Upon learning that the travel portion of the program was cancelled, I experienced a mix of emotions. At first I was angry because the decision to cancel the trip when there were no confirmed cases in Bolivia seemed like an overreaction. However, two weeks ago I didn’t realize the scope of the issue and how detrimental the virus can be. Life was normal in the United States and the problem seemed far away. Now, I can see that the decision to cancel the program was the right one that it was only motivated by the safety of everyone involved. I also experienced sadness, since I had been looking forward to the trip for so long, and because my group and I had put so much effort into preparing for the trip. We are all emotionally invested in this project, and not getting to travel was a hard pill to swallow. I would say I was relatively flexible compared to some of my classmates, but I definitely could have handled things better. It was difficult to be adaptable in this situation because our group had already gone through a lot of ambiguity with regards to being able to travel in light of the political unrest in Bolivia during the last six months.  We thought we were finally in the clear, only to find out four days before the trip that we couldn’t go. In hindsight, I think it would have been wise for our class to utilize two days during Spring Break to spend on video calls with our clients because it is now uncertain if we will be able to talk with them in real time due to the lockdown in Bolivia. On the bright side, I am still gaining the transferable skills of communication and adaptability, just not in the ways I had imagined. 

I do think that the coronavirus outbreak will have a significant impact on our project.
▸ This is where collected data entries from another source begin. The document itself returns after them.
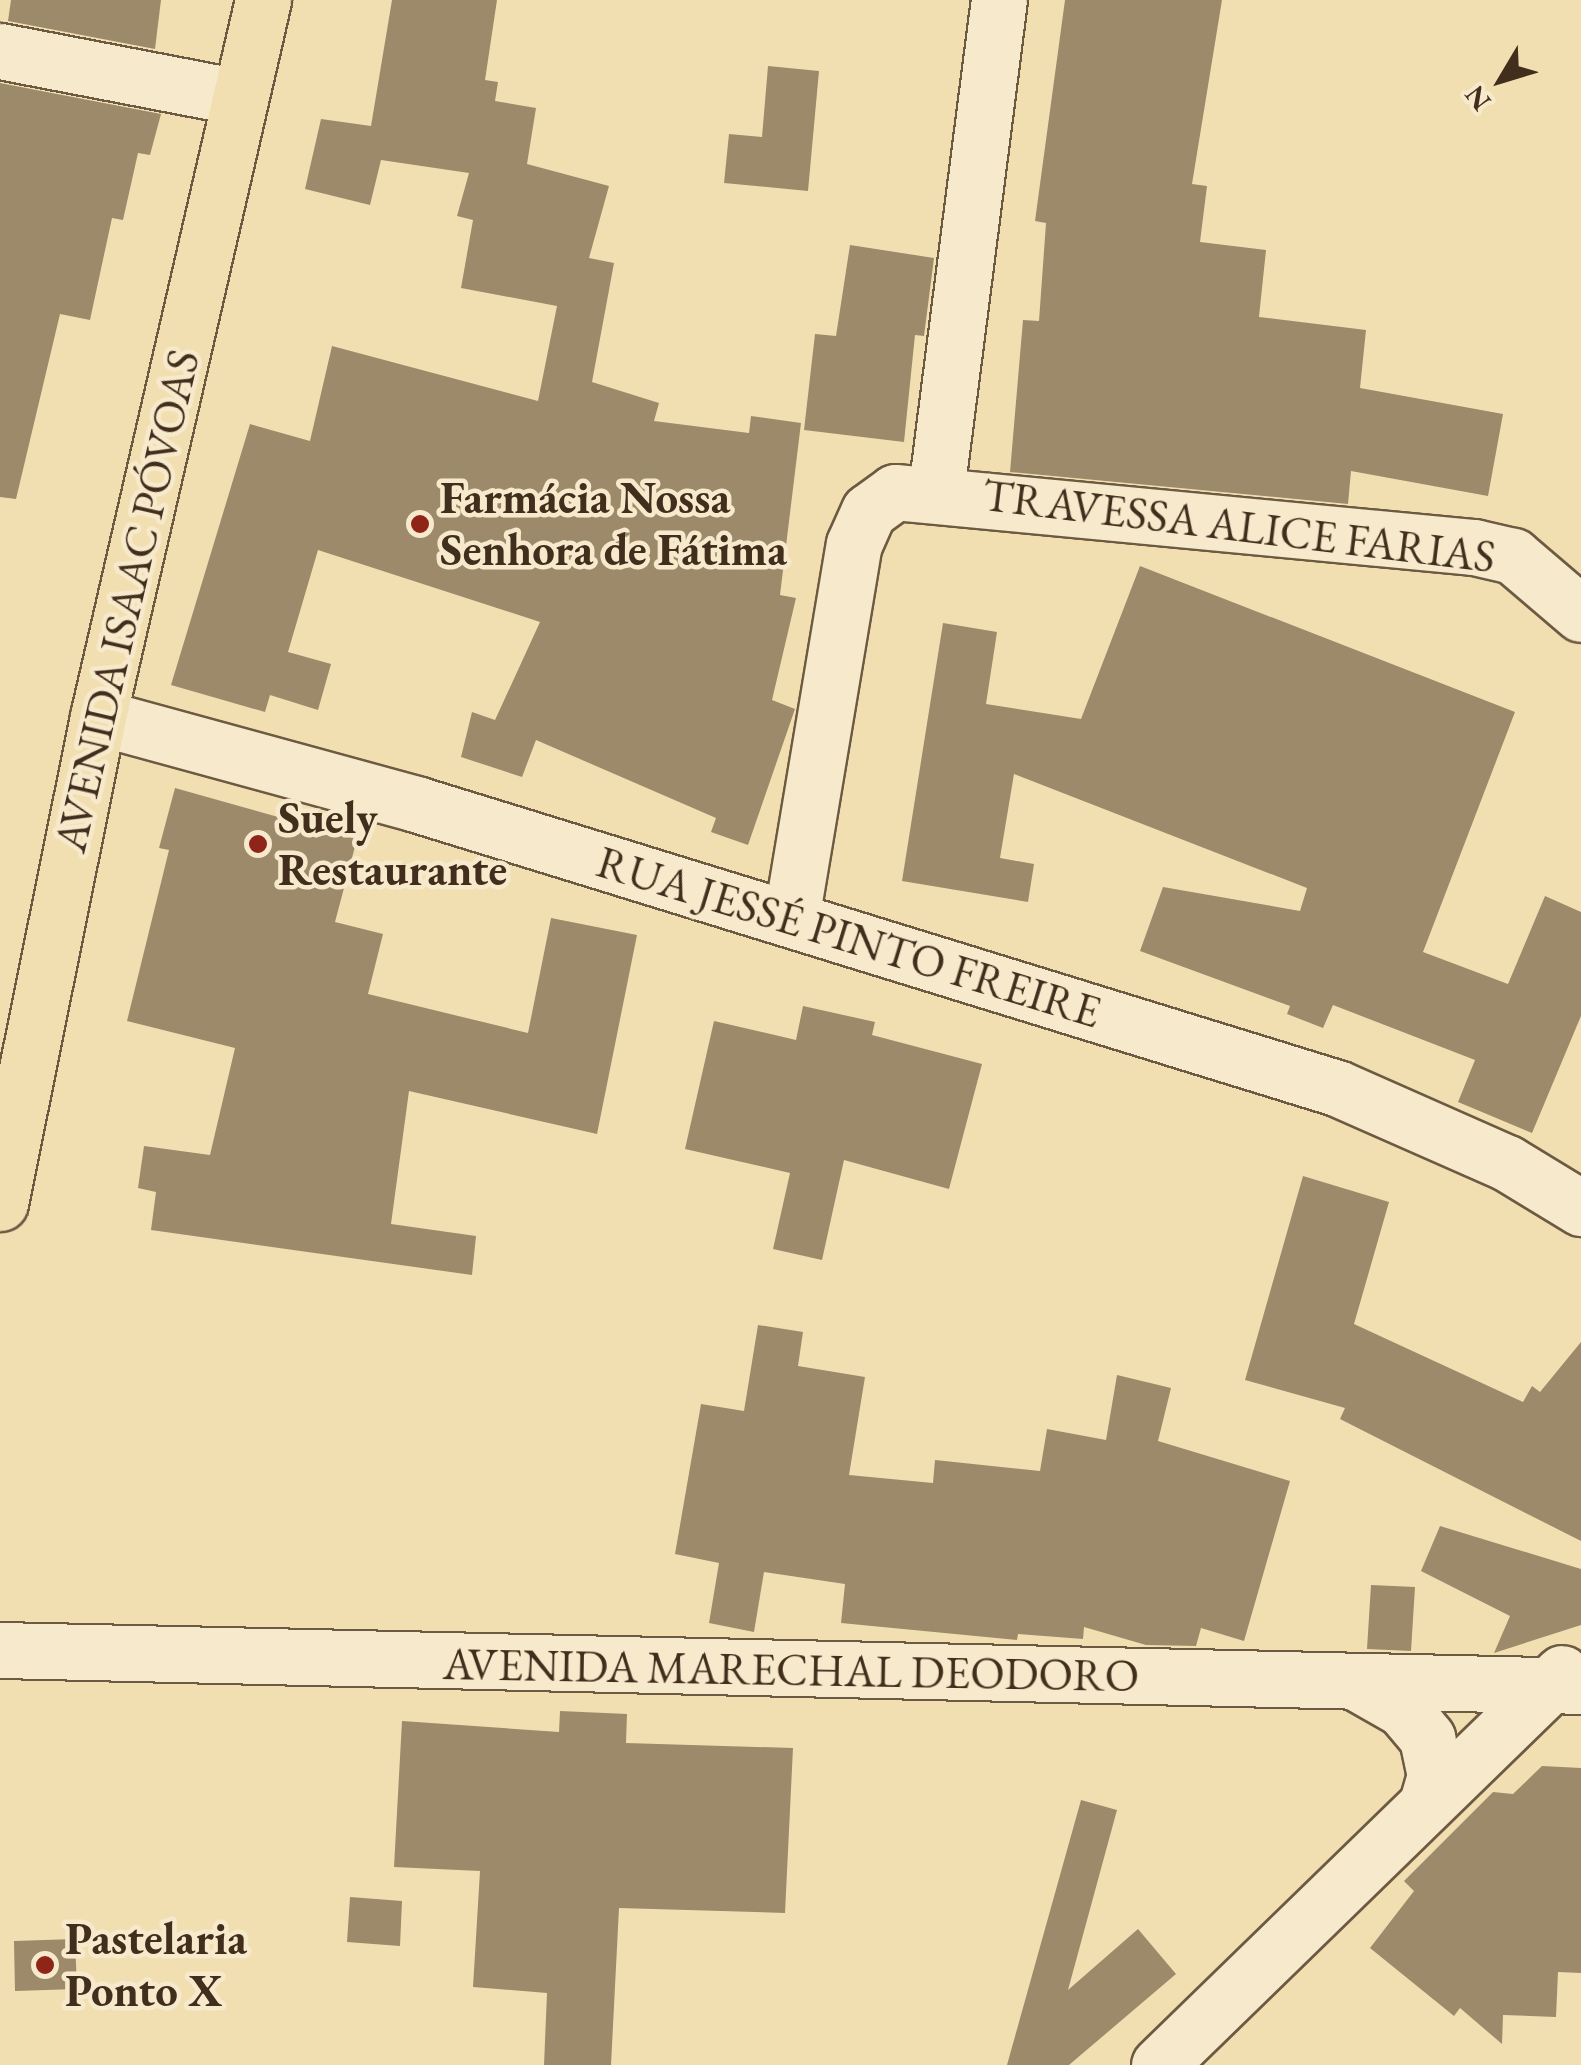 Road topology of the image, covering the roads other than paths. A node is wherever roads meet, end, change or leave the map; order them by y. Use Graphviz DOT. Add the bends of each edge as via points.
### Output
graph roads {
  1 [pos="263,0"];
  2 [pos="999,0"];
  3 [pos="0,51"];
  4 [pos="240,98"];
  5 [pos="936,492"];
  6 [pos="1581,614"];
  7 [pos="98,718"];
  8 [pos="791,919"];
  9 [pos="0,1203"];
  10 [pos="1581,1208"];
  11 [pos="0,1650"];
  12 [pos="1571,1674"];
  13 [pos="1361,1685"];
  14 [pos="1428,1799"];
  15 [pos="1159,2065"];
  1 -- 4 [label="main road, AVENIDA ISAAC PÓVOAS"];
  2 -- 5 [label="street, TRAVESSA ALICE FARIAS"];
  3 -- 4 [label="street"];
  4 -- 7 [label="main road, AVENIDA ISAAC PÓVOAS"];
  5 -- 6 [label="street, TRAVESSA ALICE FARIAS" via="1474,547 1513,556"];
  5 -- 8 [label="street, TRAVESSA ALICE FARIAS" via="895,492 869,511 854,544"];
  7 -- 8 [label="street, RUA JESSÉ PINTO FREIRE" via="416,804"];
  7 -- 9 [label="main road, AVENIDA ISAAC PÓVOAS"];
  8 -- 10 [label="street, RUA JESSÉ PINTO FREIRE" via="1337,1088 1507,1164"];
  11 -- 13 [label="street, AVENIDA MARECHAL DEODORO"];
  12 -- 13 [label="street, AVENIDA MARECHAL DEODORO"];
  12 -- 14 [label="street"];
  13 -- 14 [label="street" via="1404,1709 1428,1738 1435,1775"];
  14 -- 15 [label="street"];
}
The biggest obstacle we are facing is the fact that Bolivia is under a mandatory quarantine for at least two weeks, meaning that people can’t leave their homes. In Bolivia, most people don’t have reliable internet access in their homes meaning that we most likely won’t be able to connect with anyone from CEOLI in the coming weeks. As far as our specific project, our group is mainly focused on two deliverables: a business plan for a potential juice stand outside of CEOLI and increasing CEOLI card sales through retail in the United States as well as personal selling. Without travelling to Cochabamba, we won’t be able to do primary research for the juice stand project, nor will we be able to get a perspective on the location and area surrounding the juice stand. With non-essential businesses in the United States closed for the time being, our plans to get CEOLI cards into retail shops will be even more complicated. Furthermore, I anticipate the coronavirus having a lasting impact on Bolivia as a whole. If their healthcare system becomes overwhelmed, it will take longer for the Bolivian government to offer aid and get things up and running again, since Bolivia is one of the poorest countries in South America and the government likely can’t afford a huge bailout. This could potentially put more of a strain on other areas of government, making it even harder for CEOLI to get any aid. Because of this, future GSL groups will most likely have to deal with the fallout. 
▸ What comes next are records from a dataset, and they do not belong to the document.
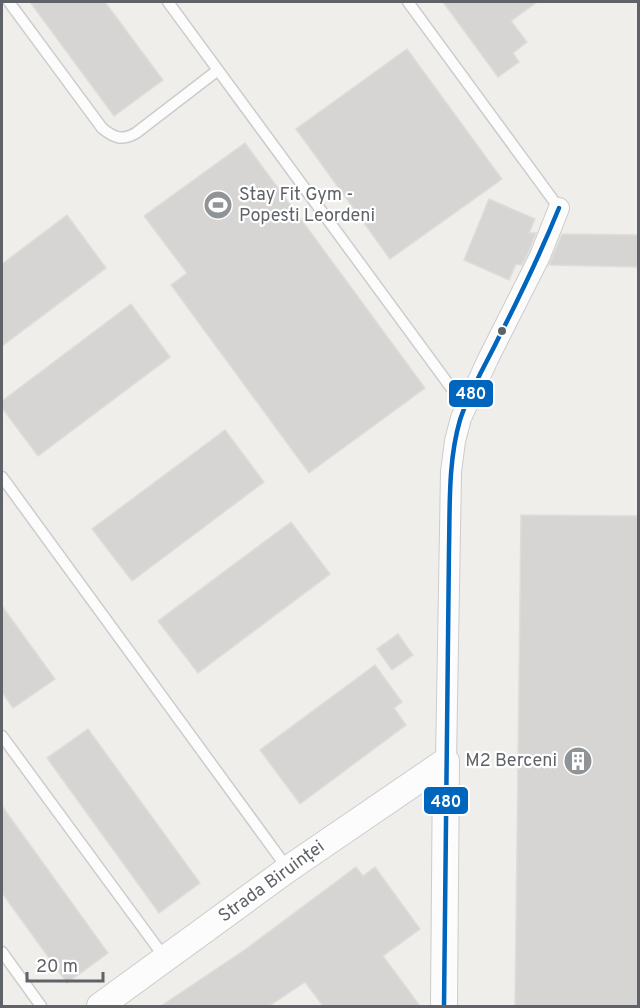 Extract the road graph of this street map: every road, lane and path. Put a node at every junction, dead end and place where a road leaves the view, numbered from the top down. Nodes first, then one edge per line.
1 (9, 2) edge
2 (168, 2) edge
3 (408, 2) edge
4 (218, 70) junction
5 (559, 208) joint
6 (466, 408) junction
7 (2, 477) edge
8 (2, 736) edge
9 (446, 761) junction
10 (288, 869) junction
11 (2, 952) edge
12 (166, 959) junction
13 (40, 1006) edge
14 (100, 1006) edge
15 (444, 1006) edge

1 - 4 lane
2 - 4 lane
3 - 5 lane
4 - 6 lane
5 - 6 street
6 - 9 street
7 - 10 lane
8 - 12 lane
9 - 10 street, Strada Biruinței
9 - 15 street
10 - 12 street, Strada Biruinței
11 - 13 lane
12 - 14 street, Strada Biruinței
Overall, the current situation is not what anybody expected, and is far from ideal. However, this has proven to be a good learning opportunity for me, both personally and professionally. My adaptability has been put to the test in the context of this consulting project as well as having to move back home to my family with just a few days notice. I am viewing the rest of the semester as a chance to continue working with my team and make the most out of a difficult situation. As we talked about in class, teamwork and communication are essential to making service learning successful. Now more than ever, it is essential that we stay committed, consistent, and honest with each other and our client. Although it will be a challenge, I am confident that my team and I will be able to finish this project to the best of our ability.